Emojis für Hörgeräte und Hörbehinderung

Emojis, diese kleinen meist lustigen Symbole, die per SMS oder Whatsapp mitgeschickt werden können, erfreuen sich bei vielen ja sehr großer Beliebtheit.
Früher einmal genügten einige Smilies, mit denen man am Ende von kurzen Textnachrichten (im Fidonetz, Internet usw.) deutlich machen konnte, dass eine Äußerung nicht ganz ernst gemeint ist usw.
Sie dienten also einmal zur Verdeutlichung des Geschriebenen, um Missverständnisse zu vermeiden.

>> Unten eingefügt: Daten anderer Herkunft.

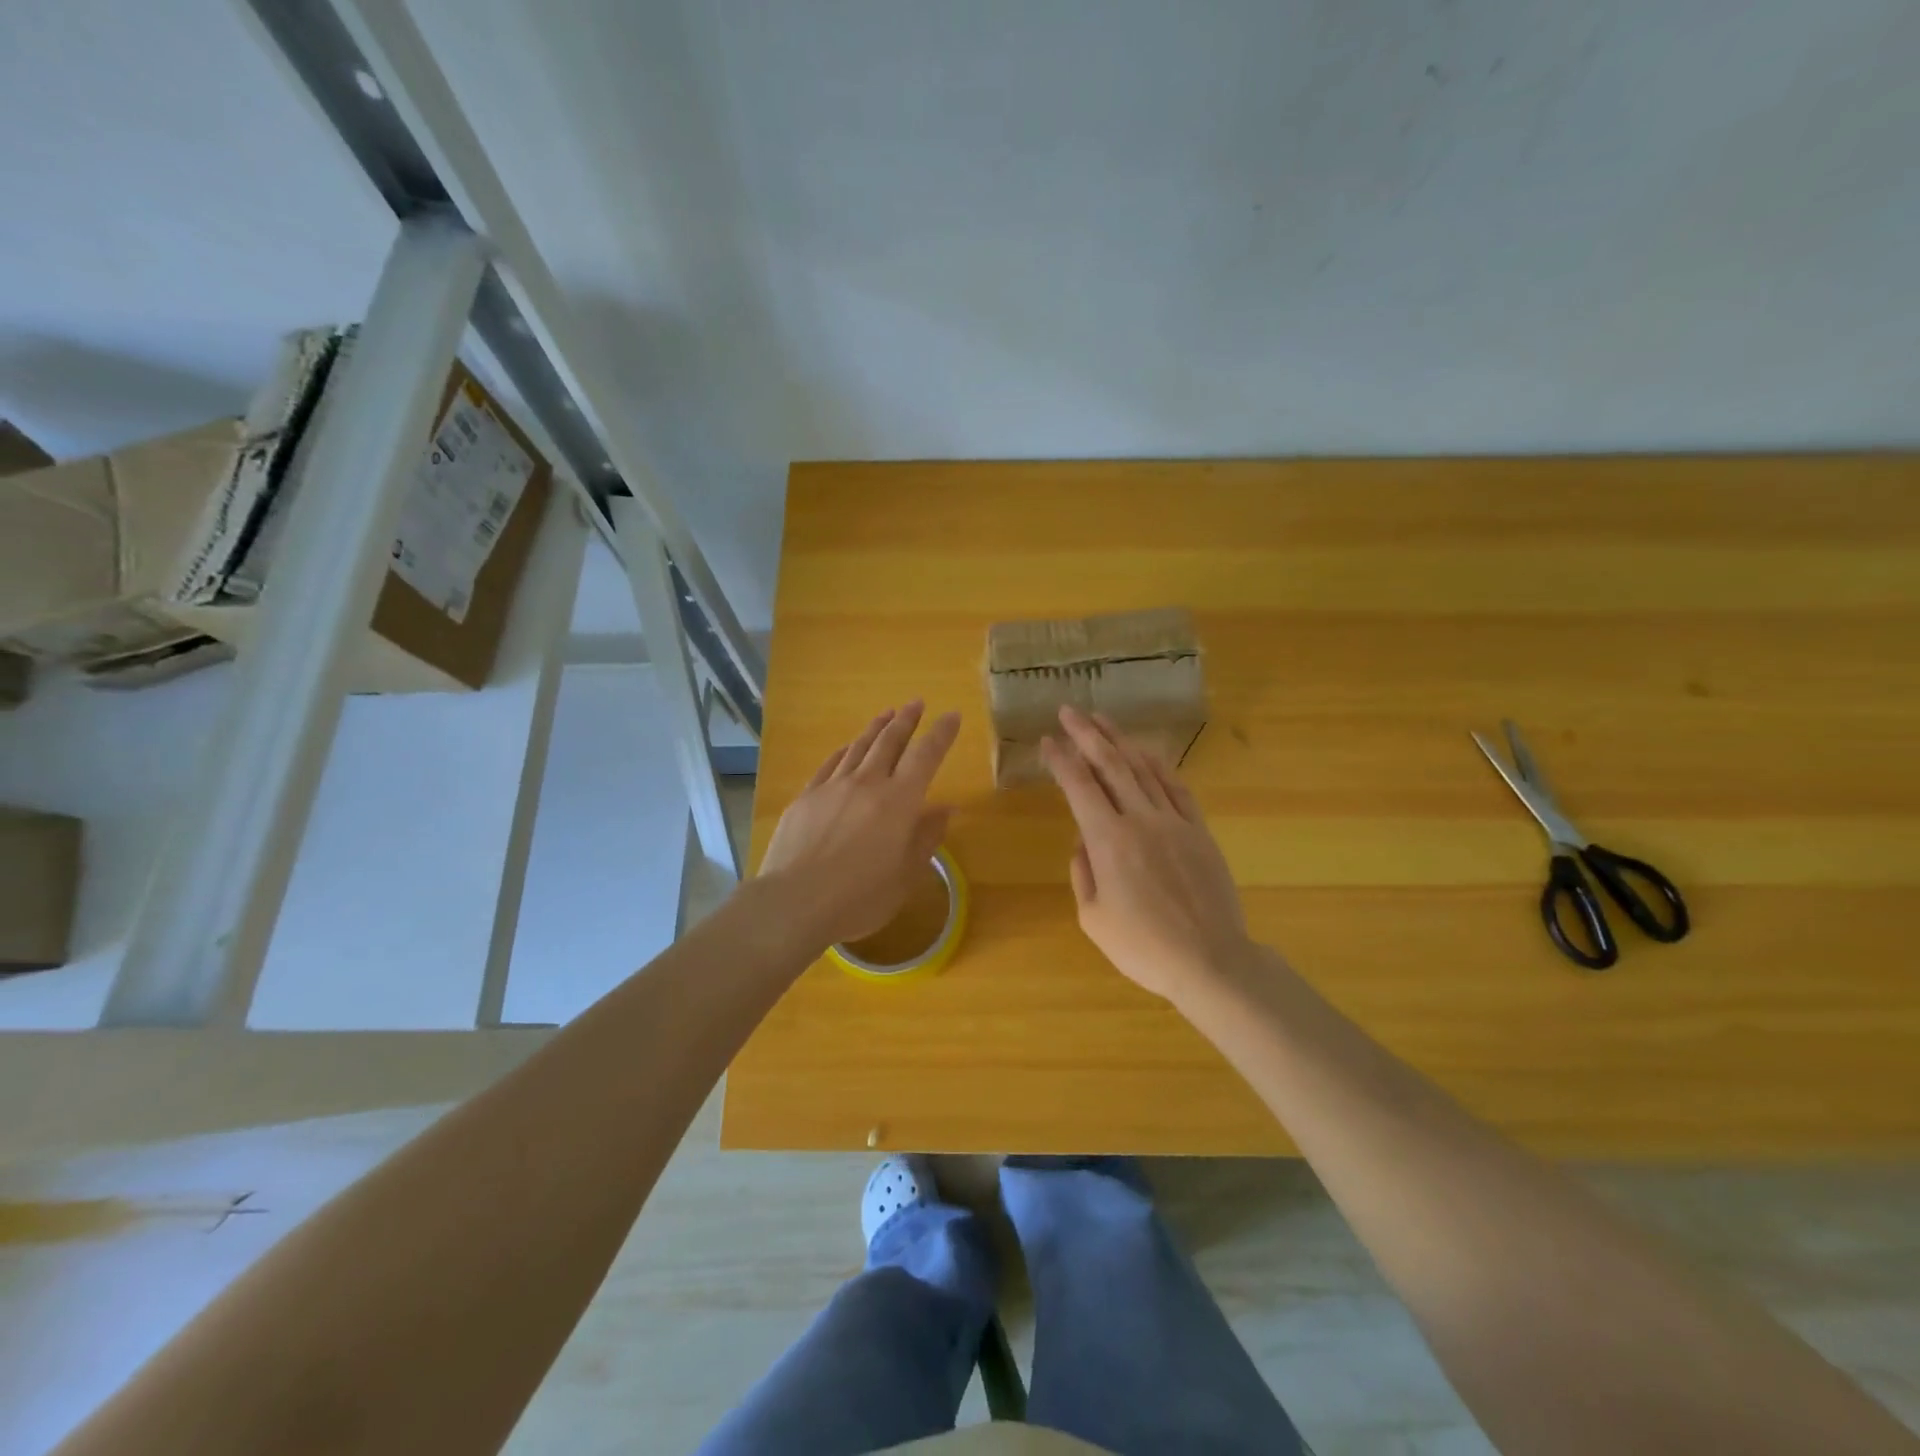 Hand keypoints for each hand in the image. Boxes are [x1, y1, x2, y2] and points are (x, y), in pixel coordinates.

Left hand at [760, 702, 959, 946]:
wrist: (795, 901)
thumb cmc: (860, 896)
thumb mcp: (906, 874)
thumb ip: (926, 837)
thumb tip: (946, 808)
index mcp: (899, 801)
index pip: (926, 756)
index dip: (941, 734)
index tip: (952, 715)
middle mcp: (867, 783)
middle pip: (890, 741)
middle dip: (907, 719)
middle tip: (916, 702)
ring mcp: (833, 787)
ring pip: (859, 747)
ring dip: (876, 727)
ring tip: (887, 713)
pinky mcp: (806, 797)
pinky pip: (830, 764)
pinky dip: (844, 751)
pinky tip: (847, 747)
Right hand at [1040, 706, 1258, 1001]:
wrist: (1210, 960)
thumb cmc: (1143, 947)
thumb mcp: (1093, 918)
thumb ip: (1083, 872)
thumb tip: (1082, 842)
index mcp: (1108, 841)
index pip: (1079, 787)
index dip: (1061, 760)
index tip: (1048, 740)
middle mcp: (1140, 820)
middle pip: (1111, 765)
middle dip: (1087, 735)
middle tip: (1070, 711)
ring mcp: (1174, 822)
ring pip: (1143, 769)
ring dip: (1121, 741)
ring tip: (1102, 720)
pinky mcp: (1199, 831)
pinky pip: (1177, 788)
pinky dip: (1159, 765)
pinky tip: (1146, 752) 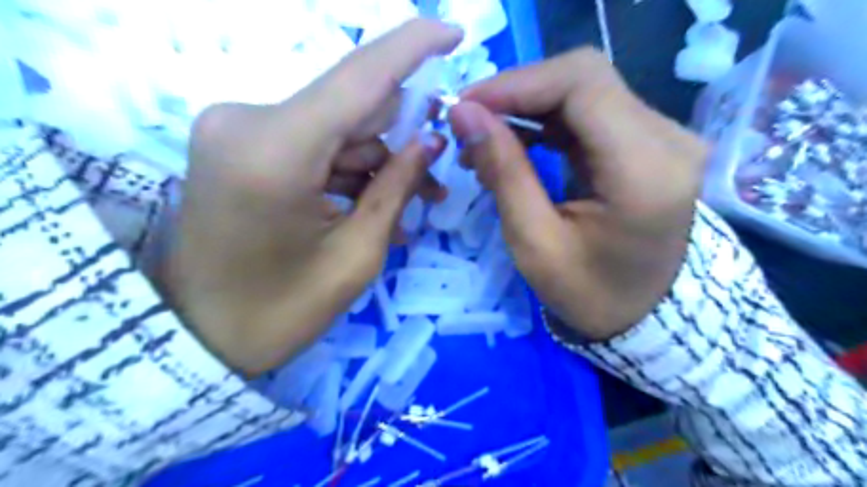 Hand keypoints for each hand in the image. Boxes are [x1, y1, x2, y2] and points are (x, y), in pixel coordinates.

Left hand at [169, 19, 466, 376]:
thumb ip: (397, 186)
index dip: (412, 47)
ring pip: (335, 129)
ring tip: (410, 205)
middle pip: (350, 107)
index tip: (455, 32)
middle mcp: (247, 120)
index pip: (359, 76)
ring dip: (377, 162)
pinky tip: (371, 206)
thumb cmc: (281, 311)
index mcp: (274, 150)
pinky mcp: (239, 144)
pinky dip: (347, 170)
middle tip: (435, 177)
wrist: (202, 337)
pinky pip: (313, 145)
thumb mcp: (356, 256)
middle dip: (400, 136)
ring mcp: (237, 129)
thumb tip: (432, 139)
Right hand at [450, 47, 707, 339]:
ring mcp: (664, 136)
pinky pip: (591, 110)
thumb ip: (503, 172)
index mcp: (644, 171)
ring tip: (486, 135)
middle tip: (470, 120)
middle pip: (584, 77)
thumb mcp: (535, 243)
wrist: (644, 314)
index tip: (465, 105)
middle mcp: (668, 139)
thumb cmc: (589, 293)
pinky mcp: (649, 142)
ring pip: (584, 88)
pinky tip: (516, 140)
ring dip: (527, 105)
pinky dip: (546, 118)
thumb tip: (464, 115)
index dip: (517, 84)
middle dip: (517, 92)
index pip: (582, 85) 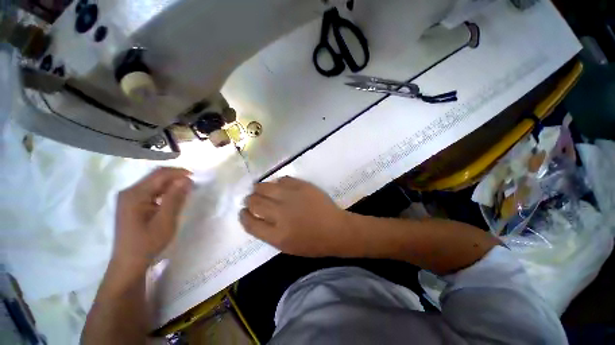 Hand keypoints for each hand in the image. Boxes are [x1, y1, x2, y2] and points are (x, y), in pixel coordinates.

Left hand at [112, 167, 192, 271]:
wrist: (129, 262)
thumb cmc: (148, 243)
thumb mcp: (165, 220)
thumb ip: (175, 198)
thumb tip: (186, 180)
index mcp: (135, 194)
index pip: (159, 174)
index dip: (179, 172)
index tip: (195, 177)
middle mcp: (129, 192)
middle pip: (155, 176)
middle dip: (175, 177)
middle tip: (192, 184)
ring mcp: (128, 198)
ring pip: (154, 183)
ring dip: (171, 184)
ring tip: (186, 190)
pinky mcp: (131, 204)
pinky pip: (151, 191)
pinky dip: (164, 191)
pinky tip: (173, 197)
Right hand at [240, 177, 351, 256]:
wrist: (336, 229)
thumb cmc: (313, 243)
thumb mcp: (286, 246)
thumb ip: (268, 232)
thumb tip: (256, 216)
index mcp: (277, 235)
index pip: (250, 222)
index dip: (243, 216)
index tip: (243, 211)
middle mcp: (281, 214)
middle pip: (255, 202)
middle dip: (249, 200)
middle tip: (250, 199)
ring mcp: (292, 197)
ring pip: (265, 187)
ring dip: (258, 188)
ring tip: (259, 189)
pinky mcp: (302, 186)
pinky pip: (283, 179)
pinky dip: (277, 182)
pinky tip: (278, 186) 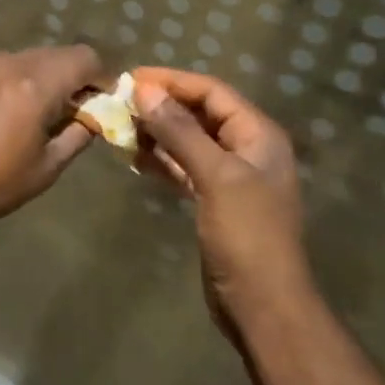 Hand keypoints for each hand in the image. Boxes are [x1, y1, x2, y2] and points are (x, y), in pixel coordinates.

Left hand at [0, 45, 105, 240]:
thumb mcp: (44, 169)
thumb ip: (76, 136)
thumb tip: (93, 118)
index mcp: (34, 84)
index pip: (84, 57)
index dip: (101, 77)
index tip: (101, 103)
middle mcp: (7, 61)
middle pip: (55, 54)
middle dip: (71, 78)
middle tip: (71, 112)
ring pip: (24, 58)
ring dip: (39, 78)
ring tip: (32, 115)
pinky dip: (9, 80)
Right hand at [130, 67, 314, 333]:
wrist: (263, 307)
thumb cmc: (247, 235)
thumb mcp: (216, 177)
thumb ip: (180, 131)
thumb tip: (144, 91)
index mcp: (258, 135)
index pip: (212, 91)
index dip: (172, 81)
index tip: (132, 78)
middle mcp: (246, 148)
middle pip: (199, 113)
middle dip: (162, 105)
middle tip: (120, 101)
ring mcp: (230, 176)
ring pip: (188, 140)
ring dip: (157, 132)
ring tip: (121, 126)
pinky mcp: (214, 200)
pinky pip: (184, 167)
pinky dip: (161, 159)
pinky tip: (133, 157) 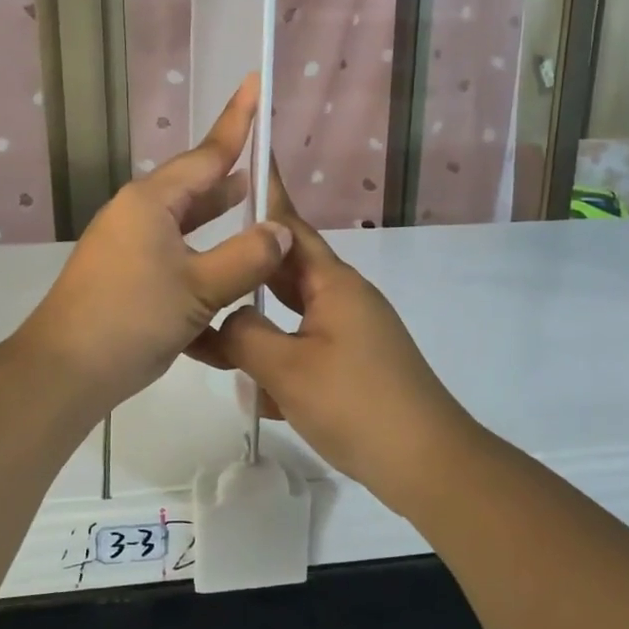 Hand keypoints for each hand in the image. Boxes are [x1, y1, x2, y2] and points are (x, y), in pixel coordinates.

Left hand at [16, 75, 291, 412]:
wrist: (63, 372)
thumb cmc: (132, 318)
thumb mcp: (200, 287)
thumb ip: (247, 257)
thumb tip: (280, 232)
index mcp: (152, 202)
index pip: (208, 154)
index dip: (238, 122)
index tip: (255, 83)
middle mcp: (137, 216)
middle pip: (195, 189)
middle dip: (231, 181)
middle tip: (268, 169)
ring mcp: (128, 248)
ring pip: (186, 228)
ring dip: (219, 226)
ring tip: (255, 218)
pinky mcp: (125, 280)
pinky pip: (174, 261)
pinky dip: (201, 267)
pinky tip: (226, 290)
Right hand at [190, 177, 481, 512]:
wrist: (426, 462)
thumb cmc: (356, 405)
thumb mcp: (287, 369)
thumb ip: (244, 335)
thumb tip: (229, 320)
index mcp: (334, 284)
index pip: (290, 228)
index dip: (266, 197)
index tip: (244, 165)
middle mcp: (345, 299)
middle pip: (286, 271)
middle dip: (246, 270)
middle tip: (201, 263)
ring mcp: (353, 334)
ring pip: (293, 315)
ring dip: (258, 323)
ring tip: (213, 331)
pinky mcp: (355, 366)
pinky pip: (305, 348)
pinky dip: (279, 360)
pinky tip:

Im Laufe der Zeit kamen immer mehr Symbole hinzu, das Kotzemännlein, die geballte Faust und weinende Emojis.
Mittlerweile werden Emojis dafür verwendet, um ganze Geschichten zu erzählen oder gar das Geschriebene zu ersetzen.
Ich persönlich nutze sie nicht, denn ich fühle mich bei der Verwendung solche Symbole zurückversetzt in eine Zeit, als Menschen noch keine Schriftsprache kannten und sich nur durch eine sehr einfache Bildersprache ausdrücken konnten.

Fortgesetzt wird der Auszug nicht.